A boundary policy experiment provides an opportunity for actors—state and non-state—to gain access to and possibly influence policy making. The boundary experiment is initiated by a collaboration of actors, and the production of scientific knowledge is supplemented by multiple knowledge systems—relevant contextual, lay, and traditional forms of knowledge, which are considered of value (Koetz et al. 2012). The experiment’s role in policy making resembles the “honest broker of policy alternatives” (Pielke 2007), where it engages with the policy process and develops policy solutions in accordance with multiple value perspectives. It is expected that the engagement results in participants appreciating the different ways the problem can be understood, and in turn designing and testing a mutually beneficial solution (Lejano and Ingram 2009).

Advocacy experiment

By choosing to design their experiment as an advocacy type, an organiser indicates that they have a predefined problem definition and are not open to alternative interpretations. They intend to use the experiment to encourage action in a particular policy direction and to soften objections (compare the “(stealth) advocate” role in Pielke 2007). An advocacy experiment is generally organised by policy makers and includes dominant, traditional actors in coalition. Different actor types might be represented, but they agree with the problem conception and those with contrasting expectations (“outsiders”) are barred from gaining access (Owens et al. 2004). Those in charge retain power and control over design, monitoring, and evaluation procedures, reinforcing the existing structures of power.

To summarise, the three experiment types each represent an aggregate of different rule settings with divergent configurations of information, power distributions, and participants. Individual rule settings could be analysed as independent variables in themselves, but it is not the focus of this analysis (see Leach et al. 2014 for an assessment of how individual design variables affect learning outcomes). The following section outlines how the (conceptually derived) expectations of how the types might produce different effects on decision-makers.

Experiment design and effectiveness

The literature suggests several factors that could influence credibility, saliency, and legitimacy. Based on these factors, three hypotheses are built that connect the design of experiments to these criteria.

H1

If an experiment has a technocratic design, it will be considered highly credible and moderately legitimate, but not salient.

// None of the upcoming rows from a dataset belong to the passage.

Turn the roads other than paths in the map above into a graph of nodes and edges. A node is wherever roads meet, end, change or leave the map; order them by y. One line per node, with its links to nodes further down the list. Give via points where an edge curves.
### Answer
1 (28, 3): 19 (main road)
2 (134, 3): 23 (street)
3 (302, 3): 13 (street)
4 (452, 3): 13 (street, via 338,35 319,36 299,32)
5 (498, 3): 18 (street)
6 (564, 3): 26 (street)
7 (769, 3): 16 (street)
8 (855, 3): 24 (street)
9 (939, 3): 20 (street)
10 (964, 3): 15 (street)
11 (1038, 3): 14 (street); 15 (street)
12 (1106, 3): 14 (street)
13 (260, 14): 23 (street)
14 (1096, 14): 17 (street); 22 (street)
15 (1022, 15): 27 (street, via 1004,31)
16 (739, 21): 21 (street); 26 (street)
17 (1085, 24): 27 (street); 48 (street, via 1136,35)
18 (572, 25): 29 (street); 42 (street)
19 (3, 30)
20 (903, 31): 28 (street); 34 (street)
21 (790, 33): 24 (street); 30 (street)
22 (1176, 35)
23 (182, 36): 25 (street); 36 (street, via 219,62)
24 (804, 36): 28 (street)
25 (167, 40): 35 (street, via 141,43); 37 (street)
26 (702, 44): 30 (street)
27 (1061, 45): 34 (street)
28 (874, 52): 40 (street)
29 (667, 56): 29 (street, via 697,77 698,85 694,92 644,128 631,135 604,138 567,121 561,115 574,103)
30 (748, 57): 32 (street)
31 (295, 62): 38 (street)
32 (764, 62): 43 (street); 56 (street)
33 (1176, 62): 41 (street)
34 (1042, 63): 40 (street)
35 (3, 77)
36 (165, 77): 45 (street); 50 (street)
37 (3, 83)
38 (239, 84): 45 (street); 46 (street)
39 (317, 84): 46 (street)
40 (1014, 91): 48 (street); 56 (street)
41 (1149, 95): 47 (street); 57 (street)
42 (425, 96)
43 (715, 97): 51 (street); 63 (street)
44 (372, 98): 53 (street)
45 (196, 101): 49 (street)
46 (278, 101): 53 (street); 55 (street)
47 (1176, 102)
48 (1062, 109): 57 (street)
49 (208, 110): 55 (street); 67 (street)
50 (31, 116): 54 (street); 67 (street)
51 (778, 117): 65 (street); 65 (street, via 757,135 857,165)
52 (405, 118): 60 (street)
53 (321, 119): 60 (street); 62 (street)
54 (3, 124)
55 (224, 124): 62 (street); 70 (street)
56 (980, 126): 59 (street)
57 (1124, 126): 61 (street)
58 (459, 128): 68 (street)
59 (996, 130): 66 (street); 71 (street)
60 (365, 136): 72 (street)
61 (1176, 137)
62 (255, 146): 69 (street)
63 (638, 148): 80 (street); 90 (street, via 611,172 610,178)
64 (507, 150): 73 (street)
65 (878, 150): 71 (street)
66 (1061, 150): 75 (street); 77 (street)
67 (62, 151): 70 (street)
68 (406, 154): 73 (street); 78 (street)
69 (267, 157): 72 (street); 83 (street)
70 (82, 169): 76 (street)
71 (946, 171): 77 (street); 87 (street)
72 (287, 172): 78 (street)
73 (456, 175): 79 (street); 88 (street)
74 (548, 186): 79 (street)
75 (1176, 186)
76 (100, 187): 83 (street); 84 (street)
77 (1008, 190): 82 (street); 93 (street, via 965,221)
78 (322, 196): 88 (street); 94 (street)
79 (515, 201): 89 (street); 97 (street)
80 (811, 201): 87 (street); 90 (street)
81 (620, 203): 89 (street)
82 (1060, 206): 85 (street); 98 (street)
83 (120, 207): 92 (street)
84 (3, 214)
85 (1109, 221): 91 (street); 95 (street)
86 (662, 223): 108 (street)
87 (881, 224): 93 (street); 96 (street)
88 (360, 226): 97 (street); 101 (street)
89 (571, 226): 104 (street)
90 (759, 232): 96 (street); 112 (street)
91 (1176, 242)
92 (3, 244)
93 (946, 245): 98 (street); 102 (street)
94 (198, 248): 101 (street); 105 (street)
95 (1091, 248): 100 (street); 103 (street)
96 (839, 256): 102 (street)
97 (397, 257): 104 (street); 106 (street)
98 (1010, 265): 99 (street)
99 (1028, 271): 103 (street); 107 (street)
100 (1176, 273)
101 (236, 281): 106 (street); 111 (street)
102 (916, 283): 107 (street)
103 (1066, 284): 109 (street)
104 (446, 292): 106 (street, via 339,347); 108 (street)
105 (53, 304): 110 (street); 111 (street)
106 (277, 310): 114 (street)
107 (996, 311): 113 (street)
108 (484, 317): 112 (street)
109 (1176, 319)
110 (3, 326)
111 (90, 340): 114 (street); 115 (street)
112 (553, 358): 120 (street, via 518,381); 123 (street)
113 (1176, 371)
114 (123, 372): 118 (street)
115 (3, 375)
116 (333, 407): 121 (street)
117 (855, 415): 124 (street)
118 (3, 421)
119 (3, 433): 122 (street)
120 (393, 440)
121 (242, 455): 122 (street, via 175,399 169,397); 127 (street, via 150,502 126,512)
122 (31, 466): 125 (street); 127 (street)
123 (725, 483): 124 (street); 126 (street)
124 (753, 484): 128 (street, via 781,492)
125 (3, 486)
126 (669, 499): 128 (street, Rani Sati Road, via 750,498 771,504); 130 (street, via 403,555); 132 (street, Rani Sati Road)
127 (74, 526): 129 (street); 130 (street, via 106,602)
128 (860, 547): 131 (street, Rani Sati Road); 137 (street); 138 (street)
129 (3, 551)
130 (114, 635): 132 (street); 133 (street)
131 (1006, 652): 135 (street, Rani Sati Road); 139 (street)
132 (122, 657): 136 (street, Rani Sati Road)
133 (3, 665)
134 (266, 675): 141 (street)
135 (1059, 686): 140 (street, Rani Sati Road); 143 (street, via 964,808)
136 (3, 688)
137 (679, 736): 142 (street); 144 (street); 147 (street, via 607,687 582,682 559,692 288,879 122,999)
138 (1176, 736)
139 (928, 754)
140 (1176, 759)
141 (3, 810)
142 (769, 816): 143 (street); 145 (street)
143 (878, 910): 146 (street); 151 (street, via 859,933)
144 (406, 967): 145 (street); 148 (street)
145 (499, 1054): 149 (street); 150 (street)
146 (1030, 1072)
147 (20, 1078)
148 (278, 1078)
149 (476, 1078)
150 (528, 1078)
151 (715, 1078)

For the technocratic type, due to its emphasis on independent scientific methods and expertise the experiment is expected to be considered highly credible (Cash et al. 2003; Owens et al. 2004). These experiments maintain a transparent process and reporting of scientific findings—including uncertainties and limitations, which also boosts credibility (Saarki et al. 2014). Separating the participants (expert actors) from policy makers and excluding discussion on different perspectives means, the experiment is less likely to resonate with the needs of policy makers, reducing the possibility of the project being considered salient. The funding for the experiment is likely to be from organisations with a purely scientific interest, which care more about scientific publications than about policy relevance. Finally, the closed character of the technocratic type reduces its legitimacy because the research question, data gathering process, and report writing have not involved stakeholder groups or ordinary citizens and might not address arguments they consider important (Millo and Lezaun 2006); however, this loss of legitimacy is tempered by the experiment’s openness and transparency.

H2

If an experiment has a boundary design, it will be considered highly legitimate yet moderately credible and salient.

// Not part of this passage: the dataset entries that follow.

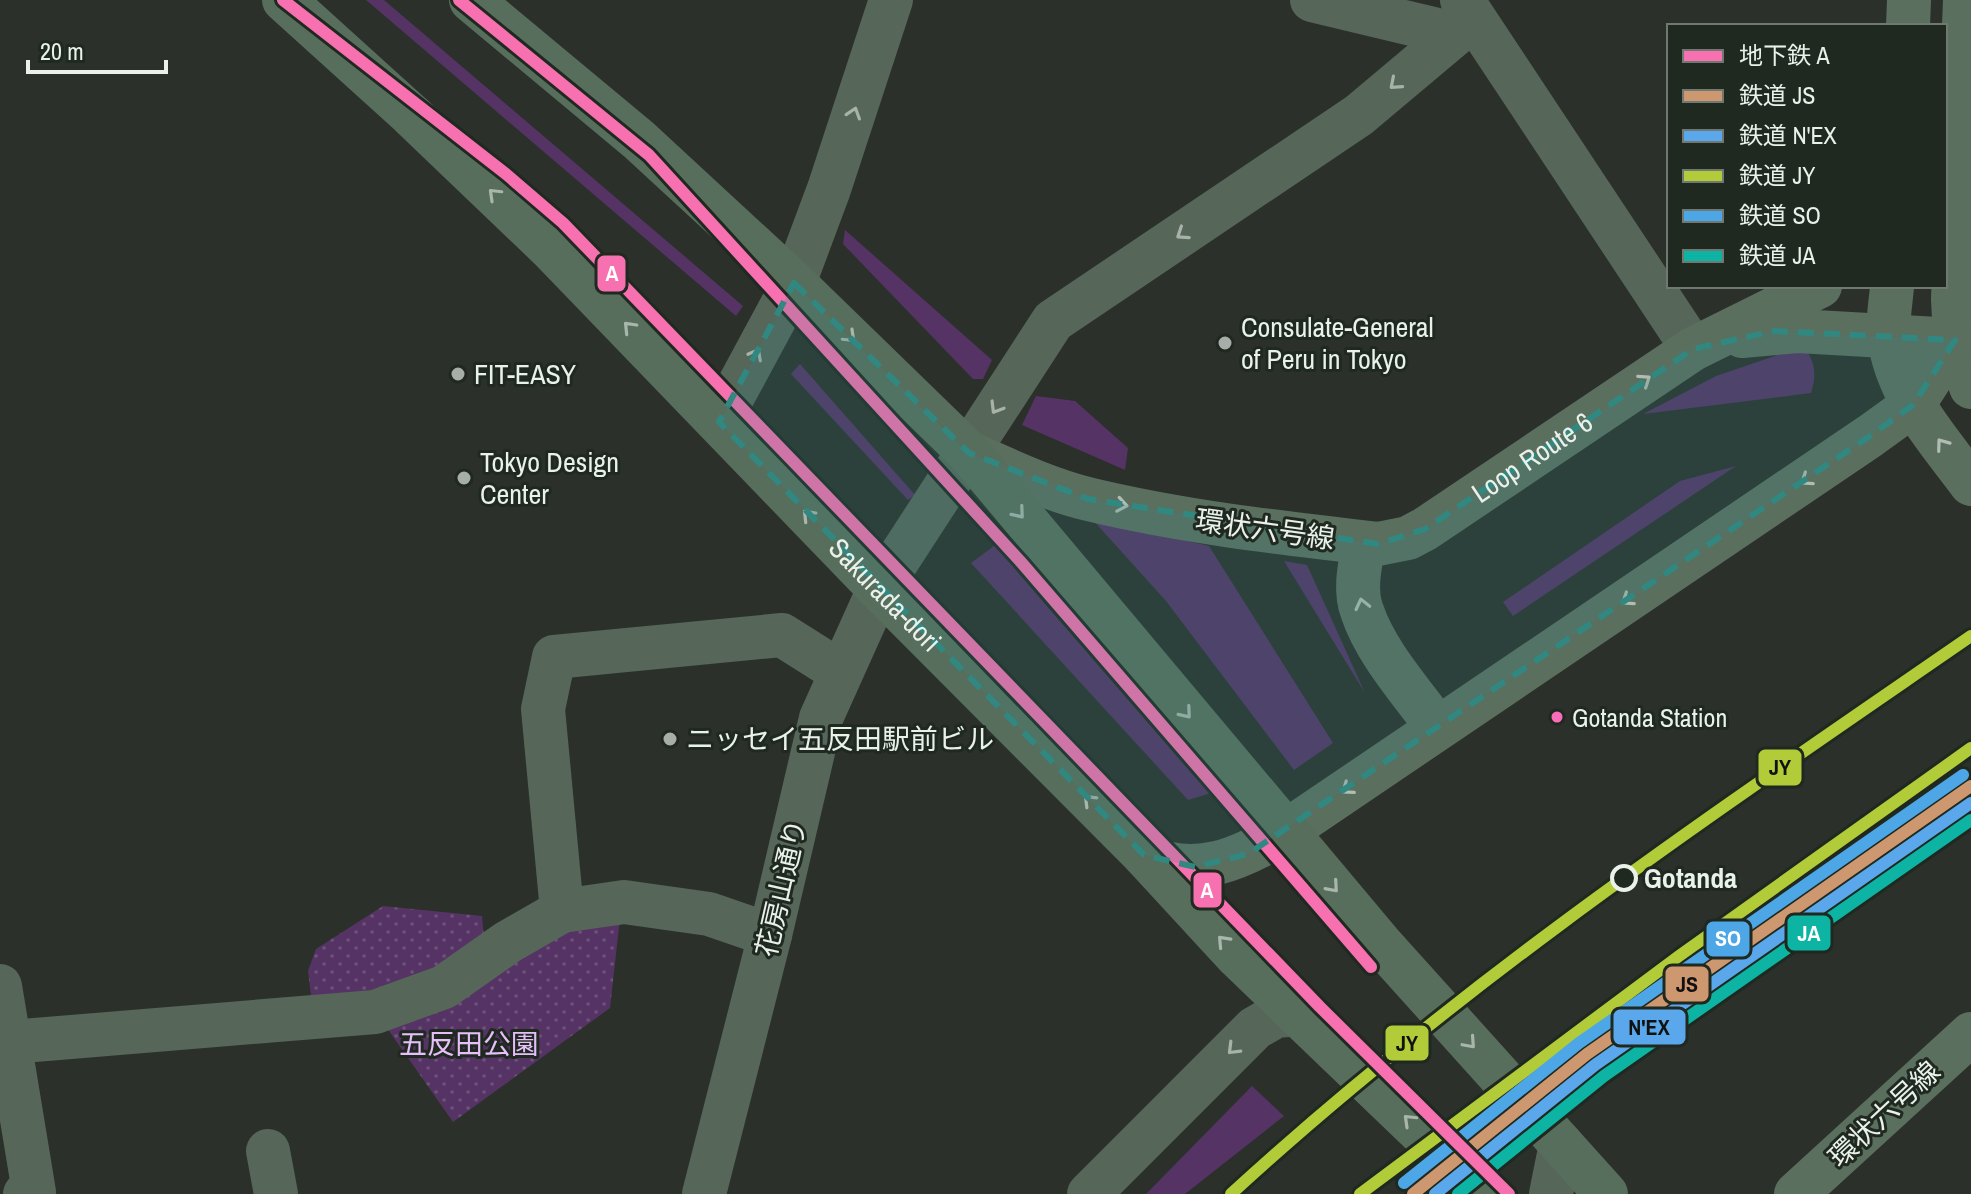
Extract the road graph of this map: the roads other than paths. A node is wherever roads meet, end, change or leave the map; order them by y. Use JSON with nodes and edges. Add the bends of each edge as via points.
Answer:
{"nodes":[{"id":1,"x":284,"y":0,"type":"edge"},
{"id":2,"x":471,"y":0,"type":"edge"},
{"id":3,"x":891,"y":0,"type":"edge"},
{"id":4,"x":1312,"y":0,"type":"edge"},
{"id":5,"x":1909,"y":0,"type":"edge"},
{"id":6,"x":1965,"y":0,"type":"edge"},
{"id":7,"x":1463,"y":18,"type":"edge"},
{"id":8,"x":1908,"y":24,"type":"edge"},
{"id":9,"x":1966,"y":126,"type":"edge"},
{"id":10,"x":794,"y":283,"type":"junction"},
{"id":11,"x":1816,"y":288,"type":"edge"},
{"id":12,"x":1892,"y":288,"type":"edge"},
{"id":13,"x":1826,"y":332,"type":"junction"},
{"id":14,"x":1889,"y":334,"type":"junction"},
{"id":15,"x":1955,"y":340,"type":"junction"},
{"id":16,"x":1693,"y":349,"type":"junction"},
{"id":17,"x":1971,"y":387,"type":"edge"},
{"id":18,"x":1913,"y":405,"type":"junction"},
{"id":19,"x":719,"y":422,"type":"junction"},
{"id":20,"x":1870,"y":436,"type":"junction"},
{"id":21,"x":969,"y":453,"type":"junction"},
{"id":22,"x":1971,"y":484,"type":"edge"},
{"id":23,"x":1364,"y":543,"type":"junction"},
{"id":24,"x":879,"y":589,"type":"junction"},
{"id":25,"x":839,"y":671,"type":"junction"},
{"id":26,"x":1437,"y":727,"type":"junction"},
{"id":27,"x":1285,"y":832,"type":"junction"},
{"id":28,"x":1144,"y":855,"type":"junction"},
{"id":29,"x":562,"y":911,"type":"junction"},
{"id":30,"x":770,"y":935,"type":"junction"},
{"id":31,"x":0,"y":986,"type":"edge"},
{"id":32,"x":1299,"y":1014,"type":"junction"},
{"id":33,"x":1971,"y":1034,"type":"edge"},
{"id":34,"x":10,"y":1042,"type":"junction"},
{"id":35,"x":1561,"y":1144,"type":"junction"},
{"id":36,"x":268,"y":1151,"type":"dead end"},
{"id":37,"x":31,"y":1193,"type":"edge"},
{"id":38,"x":276,"y":1194,"type":"edge"},
{"id":39,"x":704,"y":1194,"type":"edge"},
{"id":40,"x":1089,"y":1194,"type":"edge"},
{"id":41,"x":1485,"y":1194,"type":"edge"},
{"id":42,"x":1551,"y":1194,"type":"edge"},
{"id":43,"x":1606,"y":1194,"type":"edge"},
{"id":44,"x":1796,"y":1194,"type":"edge"}],
"edges":[{"from":19,"to":1,"type":"highway","name":"Sakurada-dori","one_way":true,"via":[[550,248]]},
{"from":2,"to":10,"type":"highway","via":[[639,140]]},
{"from":10,"to":3,"type":"street","one_way":true},
{"from":4,"to":7,"type":"street"},
{"from":5,"to":8,"type":"main road"},
{"from":6,"to":9,"type":"main road"},
{"from":7,"to":16,"type":"street"},
{"from":7,"to":21,"type":"street","name":"花房山通り","one_way":true,"via":[[1359,115],[1053,321]]},
{"from":9,"to":15,"type":"main road"},
{"from":19,"to":10,"type":"street","one_way":true},
{"from":10,"to":21,"type":"highway","one_way":true},
{"from":11,"to":16,"type":"main road","name":"Loop Route 6"},
{"from":12,"to":14,"type":"main road"},
{"from":13,"to":14,"type":"main road","name":"Loop Route 6"},
{"from":13,"to":16,"type":"main road","name":"Loop Route 6","via":[[1774,331]]},
{"from":13,"to":20,"type":"main road","via":[[1856,351],[1873,381],[1879,419]]},
{"from":14,"to":15,"type":"main road","name":"Loop Route 6"},
{"from":14,"to":18,"type":"main road"},
{"from":15,"to":17,"type":"main road"},
{"from":15,"to":18,"type":"main road"},
{"from":23,"to":16,"type":"main road","name":"Loop Route 6","one_way":true,"via":[[1394,542],[1425,529]]},
{"from":18,"to":20,"type":"main road"},
{"from":22,"to":18,"type":"main road","one_way":true},
{"from":24,"to":19,"type":"highway","name":"Sakurada-dori","one_way":true},
{"from":20,"to":26,"type":"main road","one_way":true},
{"from":21,"to":23,"type":"main road","name":"環状六号線","one_way":true,"via":[[1088,499]]},
{"from":21,"to":24,"type":"street","name":"花房山通り"},
{"from":21,"to":27,"type":"highway","one_way":true},
{"from":26,"to":23,"type":"main road","name":"環状六号線","one_way":true,"via":[[1361,610]]},
{"from":24,"to":25,"type":"street","name":"花房山通り"},
{"from":28,"to":24,"type":"highway","name":"Sakurada-dori","one_way":true},
{"from":25,"to":29,"type":"street","via":[[782,635],[554,657],[543,709]]},
{"from":25,"to":30,"type":"street","name":"花房山通り","via":[[821,718]]},
{"from":26,"to":27,"type":"main road","one_way":true},
{"from":27,"to":28,"type":"main road","via":[[1216,865],[1173,866]]},
{"from":27,"to":35,"type":"highway","one_way":true},
{"from":32,"to":28,"type":"highway","name":"Sakurada-dori","one_way":true},
{"from":29,"to":30,"type":"street","via":[[624,902],[709,914]]},
{"from":29,"to":34,"type":"street","via":[[444,987],[375,1012]]},
{"from":30,"to":39,"type":"street","name":"花房山通り"},
{"from":31,"to":34,"type":"street"},
{"from":32,"to":40,"type":"street","one_way":true,"via":[[1276,1016],[1255,1028]]},
{"from":41,"to":32,"type":"highway","name":"Sakurada-dori","one_way":true},
{"from":33,"to":44,"type":"main road","name":"環状六号線"},
{"from":34,"to":37,"type":"street"},
{"from":35,"to":42,"type":"street"},
{"from":35,"to":43,"type":"highway"},
{"from":36,"to":38,"type":"street"}]}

In a boundary experiment, wide boundary settings ensure that non-state actors have access to policy making where they can influence how a public policy problem is solved (Dryzek 1987). This may result in the experiment being perceived as very legitimate, as the inclusion of different perspectives increases the chance that the evidence resonates with societal needs (Hegger et al. 2012). Boundary experiments are the only type that allow actors to enter the process on their own volition, which improves their legitimacy compared to the other two types. Moreover, open and transparent information transmission between participants allows for the “extended peer review” of the experiment by a range of actors (Funtowicz and Ravetz, 1993), rendering the information produced more legitimate (Ibid.). The inclusion of different knowledge types will distract from the independent and reliable knowledge produced, so a lower perception of credibility than for the technocratic type is expected. Including a range of actors may ensure salience, although increased inclusiveness can have negative effects because it may mean issues are reframed that make an experiment irrelevant (Cash et al. 2003). Nevertheless, a boundary experiment will strengthen linkages between knowledge production and users and increase the probability that the experiment will be designed around the best question for policy (Saarki et al. 2014).

H3

If an experiment has an advocacy design, it will be considered highly salient but not very credible or legitimate.

Finally, in regard to the expected impacts of an advocacy experiment, credibility is undermined by including policy and non-state actors in the experiment along with expert actors, which dilutes the validity of scientific knowledge with the production of practical knowledge. Moreover, if it is noticed, selective information distribution and a lack of transparency reduce the experiment’s perceived reliability. In the attempt to show there is support for a particular proposal, the organiser blocks participation by critical actors and thereby undermines their concerns, reducing fairness and the perceived legitimacy of the project. However, salience may be high because of the presence of dominant policy actors, which helps when the experiment is used to keep a policy idea alive (Greenberg et al. 2003), and outcomes are presented when the time is right—carefully gauged and engineered by the policy actors involved.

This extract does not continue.